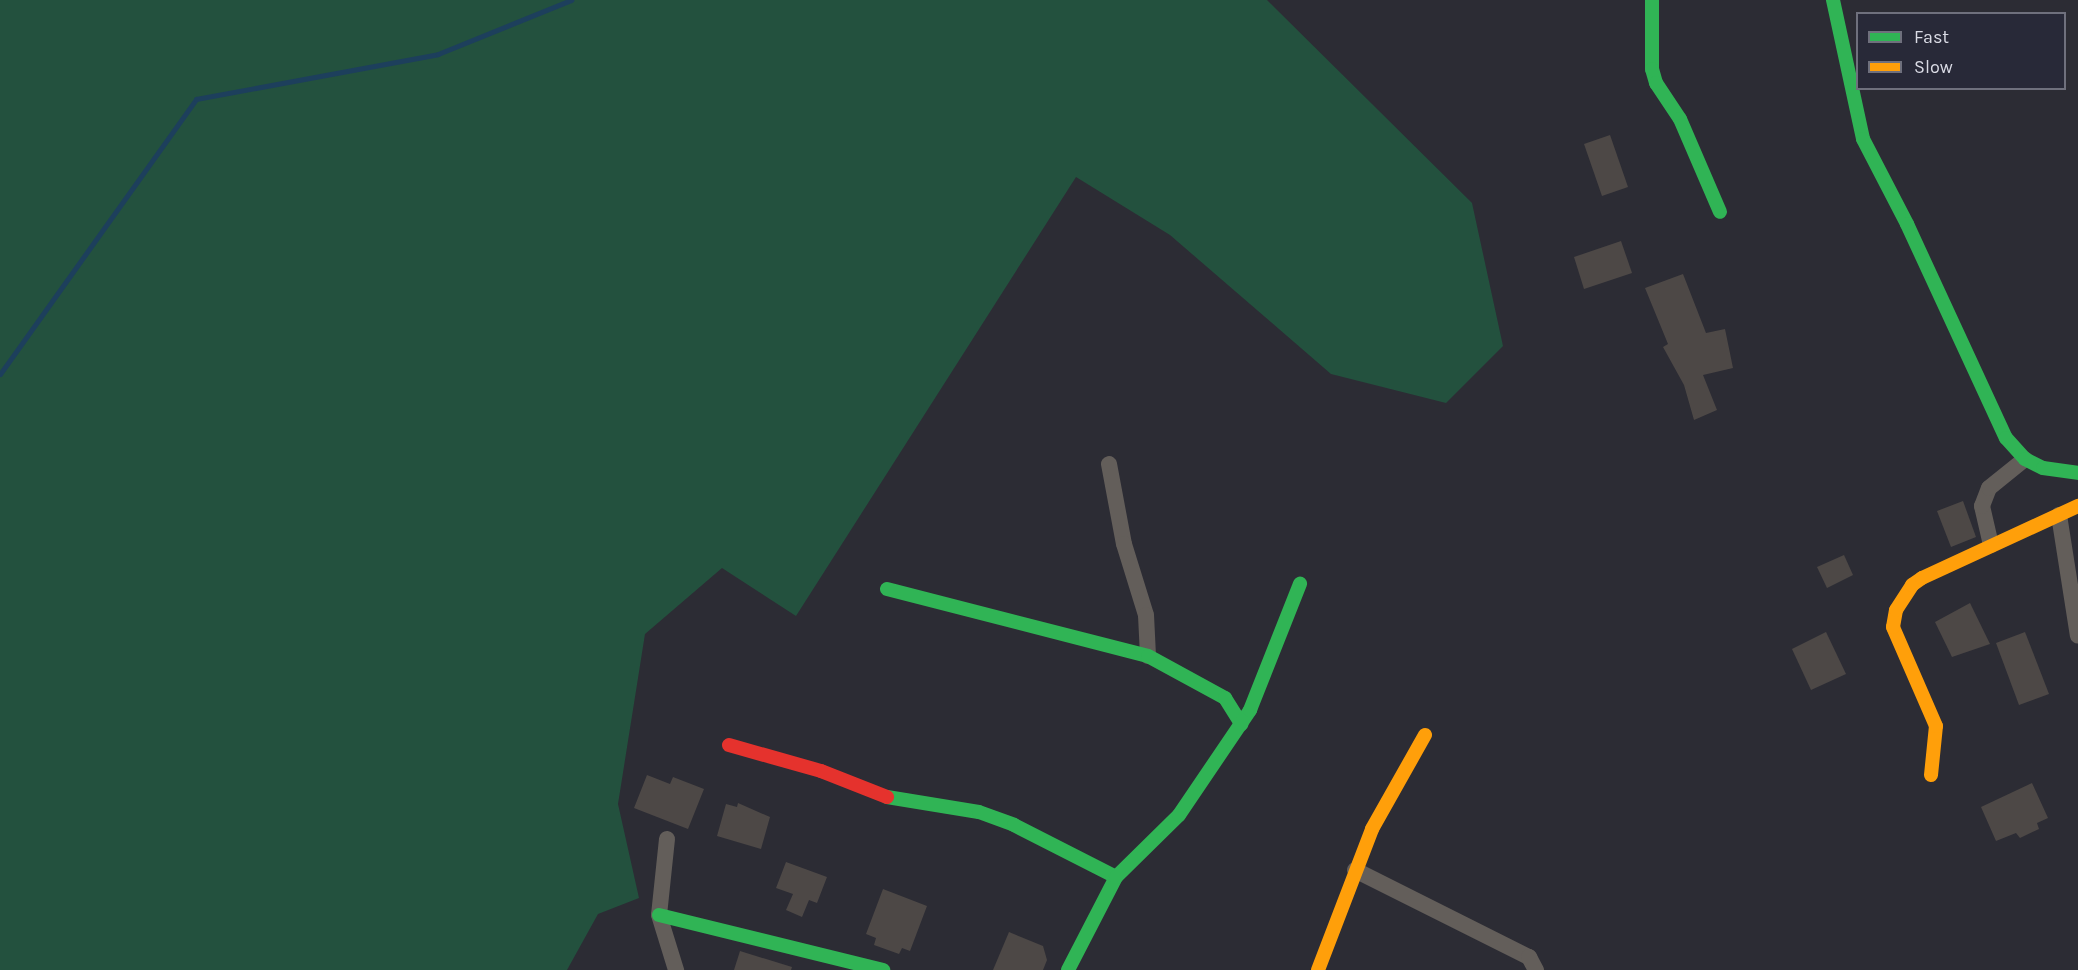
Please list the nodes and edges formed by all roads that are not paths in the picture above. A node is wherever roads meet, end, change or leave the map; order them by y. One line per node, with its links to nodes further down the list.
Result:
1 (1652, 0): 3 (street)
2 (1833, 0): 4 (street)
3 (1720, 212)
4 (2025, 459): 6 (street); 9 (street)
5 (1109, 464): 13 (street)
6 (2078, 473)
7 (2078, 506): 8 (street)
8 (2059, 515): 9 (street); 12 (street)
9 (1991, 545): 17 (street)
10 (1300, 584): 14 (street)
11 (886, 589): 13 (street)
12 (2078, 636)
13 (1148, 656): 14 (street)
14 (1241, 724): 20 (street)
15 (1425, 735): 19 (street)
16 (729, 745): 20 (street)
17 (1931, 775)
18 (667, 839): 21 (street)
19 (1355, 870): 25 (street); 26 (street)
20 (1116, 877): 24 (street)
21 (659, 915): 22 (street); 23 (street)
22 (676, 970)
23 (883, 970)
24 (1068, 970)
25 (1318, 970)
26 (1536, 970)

————————

▶ **TASK PROMPT**:
If the data includes images, skip them and copy every line exactly.

▶ **REPLY**:
Please list the nodes and edges formed by all roads that are not paths in the picture above. A node is wherever roads meet, end, change or leave the map; order them by y. One line per node, with its links to nodes further down the list.
Result:
1 (1652, 0): 3 (street)
2 (1833, 0): 4 (street)
3 (1720, 212)
4 (2025, 459): 6 (street); 9 (street)
5 (1109, 464): 13 (street)
6 (2078, 473)
7 (2078, 506): 8 (street)
8 (2059, 515): 9 (street); 12 (street)
9 (1991, 545): 17 (street)
10 (1300, 584): 14 (street)
11 (886, 589): 13 (street)
12 (2078, 636)
13 (1148, 656): 14 (street)
14 (1241, 724): 20 (street)
15 (1425, 735): 19 (street)
16 (729, 745): 20 (street)
17 (1931, 775)
18 (667, 839): 21 (street)
19 (1355, 870): 25 (street); 26 (street)
20 (1116, 877): 24 (street)
21 (659, 915): 22 (street); 23 (street)
22 (676, 970)
23 (883, 970)
24 (1068, 970)
25 (1318, 970)
26 (1536, 970)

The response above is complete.